TASK DETAILS:
Nothing may be left out, so copy every entry exactly.

START DATA FOR PROCESSING

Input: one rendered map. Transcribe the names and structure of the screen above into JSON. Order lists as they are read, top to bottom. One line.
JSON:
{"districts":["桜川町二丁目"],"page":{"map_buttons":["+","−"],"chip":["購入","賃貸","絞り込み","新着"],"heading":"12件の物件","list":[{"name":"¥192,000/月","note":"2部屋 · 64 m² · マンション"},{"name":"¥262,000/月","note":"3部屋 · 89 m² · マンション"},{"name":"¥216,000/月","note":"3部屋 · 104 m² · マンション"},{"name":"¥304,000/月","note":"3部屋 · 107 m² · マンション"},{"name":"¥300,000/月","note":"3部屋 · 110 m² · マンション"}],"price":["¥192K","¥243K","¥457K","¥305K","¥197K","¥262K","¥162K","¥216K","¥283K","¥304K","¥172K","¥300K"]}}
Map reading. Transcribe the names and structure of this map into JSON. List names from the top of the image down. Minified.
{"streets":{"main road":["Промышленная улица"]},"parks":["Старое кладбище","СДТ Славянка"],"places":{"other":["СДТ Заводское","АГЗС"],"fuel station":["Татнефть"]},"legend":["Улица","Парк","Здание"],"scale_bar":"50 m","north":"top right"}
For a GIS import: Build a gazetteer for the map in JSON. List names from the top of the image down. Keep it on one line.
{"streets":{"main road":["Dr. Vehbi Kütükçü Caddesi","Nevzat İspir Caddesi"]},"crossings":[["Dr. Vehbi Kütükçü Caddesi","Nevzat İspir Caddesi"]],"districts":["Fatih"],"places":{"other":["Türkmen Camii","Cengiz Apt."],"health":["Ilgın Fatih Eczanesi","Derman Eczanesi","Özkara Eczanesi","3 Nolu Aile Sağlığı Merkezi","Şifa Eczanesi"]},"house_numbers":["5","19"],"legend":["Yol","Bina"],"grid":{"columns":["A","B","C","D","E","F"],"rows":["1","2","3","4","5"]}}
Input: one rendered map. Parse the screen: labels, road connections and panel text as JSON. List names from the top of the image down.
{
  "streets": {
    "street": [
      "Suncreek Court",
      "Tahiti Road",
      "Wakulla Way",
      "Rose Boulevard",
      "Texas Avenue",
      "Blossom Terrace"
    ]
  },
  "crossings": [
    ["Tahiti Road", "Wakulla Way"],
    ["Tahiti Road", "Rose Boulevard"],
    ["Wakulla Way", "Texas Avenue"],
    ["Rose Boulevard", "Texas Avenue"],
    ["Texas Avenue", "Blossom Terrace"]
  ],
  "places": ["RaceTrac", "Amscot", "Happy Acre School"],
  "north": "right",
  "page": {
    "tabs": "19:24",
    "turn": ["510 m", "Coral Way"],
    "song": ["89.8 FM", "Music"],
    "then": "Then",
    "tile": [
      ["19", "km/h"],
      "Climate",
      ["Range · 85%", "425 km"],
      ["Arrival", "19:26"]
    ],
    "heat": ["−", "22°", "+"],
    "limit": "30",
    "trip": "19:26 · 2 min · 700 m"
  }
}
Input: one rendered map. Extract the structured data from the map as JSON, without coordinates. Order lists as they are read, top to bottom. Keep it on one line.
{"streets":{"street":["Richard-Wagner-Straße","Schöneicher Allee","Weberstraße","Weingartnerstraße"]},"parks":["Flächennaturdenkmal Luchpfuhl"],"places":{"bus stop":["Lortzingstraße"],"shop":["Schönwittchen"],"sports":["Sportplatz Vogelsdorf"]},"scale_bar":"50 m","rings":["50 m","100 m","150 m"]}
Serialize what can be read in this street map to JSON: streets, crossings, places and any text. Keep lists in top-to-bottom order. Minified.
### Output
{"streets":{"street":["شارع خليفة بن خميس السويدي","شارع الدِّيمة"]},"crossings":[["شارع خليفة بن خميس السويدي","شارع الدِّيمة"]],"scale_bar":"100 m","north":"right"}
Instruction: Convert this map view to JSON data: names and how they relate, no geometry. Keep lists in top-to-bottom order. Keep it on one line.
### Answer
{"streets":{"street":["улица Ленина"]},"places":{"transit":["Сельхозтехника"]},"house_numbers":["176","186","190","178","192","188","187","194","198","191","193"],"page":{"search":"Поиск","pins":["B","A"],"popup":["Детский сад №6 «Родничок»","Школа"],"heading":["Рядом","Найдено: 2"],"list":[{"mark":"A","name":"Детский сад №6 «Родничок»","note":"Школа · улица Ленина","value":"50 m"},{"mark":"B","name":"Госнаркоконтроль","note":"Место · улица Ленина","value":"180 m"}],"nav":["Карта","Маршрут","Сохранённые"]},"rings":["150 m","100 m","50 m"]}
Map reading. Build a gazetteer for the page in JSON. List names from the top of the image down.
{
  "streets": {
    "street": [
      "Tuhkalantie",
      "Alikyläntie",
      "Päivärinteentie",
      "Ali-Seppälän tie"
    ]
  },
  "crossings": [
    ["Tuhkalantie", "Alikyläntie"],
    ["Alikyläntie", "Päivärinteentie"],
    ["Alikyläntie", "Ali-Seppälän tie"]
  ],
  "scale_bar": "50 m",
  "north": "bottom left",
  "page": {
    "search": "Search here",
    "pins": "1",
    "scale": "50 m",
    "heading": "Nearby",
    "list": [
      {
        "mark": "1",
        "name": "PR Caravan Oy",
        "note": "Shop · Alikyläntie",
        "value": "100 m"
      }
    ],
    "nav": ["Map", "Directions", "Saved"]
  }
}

END DATA FOR PROCESSING

ANSWER FOR THE TASK:
Input: one rendered map. Transcribe the names and structure of the screen above into JSON. Order lists as they are read, top to bottom. One line.
JSON:
{"districts":["桜川町二丁目"],"page":{"map_buttons":["+","−"],"chip":["購入","賃貸","絞り込み","新着"],"heading":"12件の物件","list":[{"name":"¥192,000/月","note":"2部屋 · 64 m² · マンション"},{"name":"¥262,000/月","note":"3部屋 · 89 m² · マンション"},{"name":"¥216,000/月","note":"3部屋 · 104 m² · マンション"},{"name":"¥304,000/月","note":"3部屋 · 107 m² · マンション"},{"name":"¥300,000/月","note":"3部屋 · 110 m² · マンション"}],"price":["¥192K","¥243K","¥457K","¥305K","¥197K","¥262K","¥162K","¥216K","¥283K","¥304K","¥172K","¥300K"]}}
Map reading. Transcribe the names and structure of this map into JSON. List names from the top of the image down. Minified.
{"streets":{"main road":["Промышленная улица"]},"parks":["Старое кладбище","СДТ Славянка"],"places":{"other":["СДТ Заводское","АГЗС"],"fuel station":["Татнефть"]},"legend":["Улица","Парк","Здание"],"scale_bar":"50 m","north":"top right"}
For a GIS import: Build a gazetteer for the map in JSON. List names from the top of the image down. Keep it on one line.
{"streets":{"main road":["Dr. Vehbi Kütükçü Caddesi","Nevzat İspir Caddesi"]},"crossings":[["Dr. Vehbi Kütükçü Caddesi","Nevzat İspir Caddesi"]],"districts":["Fatih"],"places":{"other":["Türkmen Camii","Cengiz Apt."],"health":["Ilgın Fatih Eczanesi","Derman Eczanesi","Özkara Eczanesi","3 Nolu Aile Sağlığı Merkezi","Şifa Eczanesi"]},"house_numbers":["5","19"],"legend":["Yol","Bina"],"grid":{"columns":["A","B","C","D","E","F"],"rows":["1","2","3","4","5"]}}
Input: one rendered map. Parse the screen: labels, road connections and panel text as JSON. List names from the top of the image down.
{
  "streets": {
    "street": [
      "Suncreek Court",
      "Tahiti Road",
      "Wakulla Way",
      "Rose Boulevard",
      "Texas Avenue",
      "Blossom Terrace"
    ]
  },
  "crossings": [
    ["Tahiti Road", "Wakulla Way"],
    ["Tahiti Road", "Rose Boulevard"],
    ["Wakulla Way", "Texas Avenue"],
    ["Rose Boulevard", "Texas Avenue"],
    ["Texas Avenue", "Blossom Terrace"]
  ],
  "places": ["RaceTrac", "Amscot", "Happy Acre School"],
  "north": "right",
  "page": {
    "tabs": "19:24",
    "turn": ["510 m", "Coral Way"],
    "song": ["89.8 FM", "Music"],
    "then": "Then",
    "tile": [
      ["19", "km/h"],
      "Climate",
      ["Range · 85%", "425 km"],
      ["Arrival", "19:26"]
    ],
    "heat": ["−", "22°", "+"],
    "limit": "30",
    "trip": "19:26 · 2 min · 700 m"
  }
}
Input: one rendered map. Extract the structured data from the map as JSON, without coordinates. Order lists as they are read, top to bottom. Keep it on one line.
{"streets":{"street":["Richard-Wagner-Straße","Schöneicher Allee","Weberstraße","Weingartnerstraße"]},"parks":["Flächennaturdenkmal Luchpfuhl"],"places":{"bus stop":["Lortzingstraße"],"shop":["Schönwittchen"],"sports":["Sportplatz Vogelsdorf"]},"scale_bar":"50 m","rings":["50 m","100 m","150 m"]}
Serialize what can be read in this street map to JSON: streets, crossings, places and any text. Keep lists in top-to-bottom order. Minified.
### Output
{"streets":{"street":["شارع خليفة بن خميس السويدي","شارع الدِّيمة"]},"crossings":[["شارع خليفة بن خميس السويدي","شارع الدِّيمة"]],"scale_bar":"100 m","north":"right"}
Instruction: Convert this map view to JSON data: names and how they relate, no geometry. Keep lists in top-to-bottom order. Keep it on one line.
### Answer
{"streets":{"street":["улица Ленина"]},"places":{"transit":["Сельхозтехника"]},"house_numbers":["176","186","190","178","192","188","187","194","198","191","193"],"page":{"search":"Поиск","pins":["B","A"],"popup":["Детский сад №6 «Родничок»","Школа"],"heading":["Рядом","Найдено: 2"],"list":[{"mark":"A","name":"Детский сад №6 «Родничок»","note":"Школа · улица Ленина","value":"50 m"},{"mark":"B","name":"Госнаркоконтроль","note":"Место · улица Ленина","value":"180 m"}],"nav":["Карта","Маршрут","Сохранённые"]},"rings":["150 m","100 m","50 m"]}
Map reading. Build a gazetteer for the page in JSON. List names from the top of the image down.
{
  "streets": {
    "street": [
      "Tuhkalantie",
      "Alikyläntie",
      "Päivärinteentie",
      "Ali-Seppälän tie"
    ]
  },
  "crossings": [
    ["Tuhkalantie", "Alikyläntie"],
    ["Alikyläntie", "Päivärinteentie"],
    ["Alikyläntie", "Ali-Seppälän tie"]
  ],
  "scale_bar": "50 m",
  "north": "bottom left",
  "page": {
    "search": "Search here",
    "pins": "1",
    "scale": "50 m",
    "heading": "Nearby",
    "list": [
      {
        "mark": "1",
        "name": "PR Caravan Oy",
        "note": "Shop · Alikyläntie",
        "value": "100 m"
      }
    ],
    "nav": ["Map", "Directions", "Saved"]
  }
}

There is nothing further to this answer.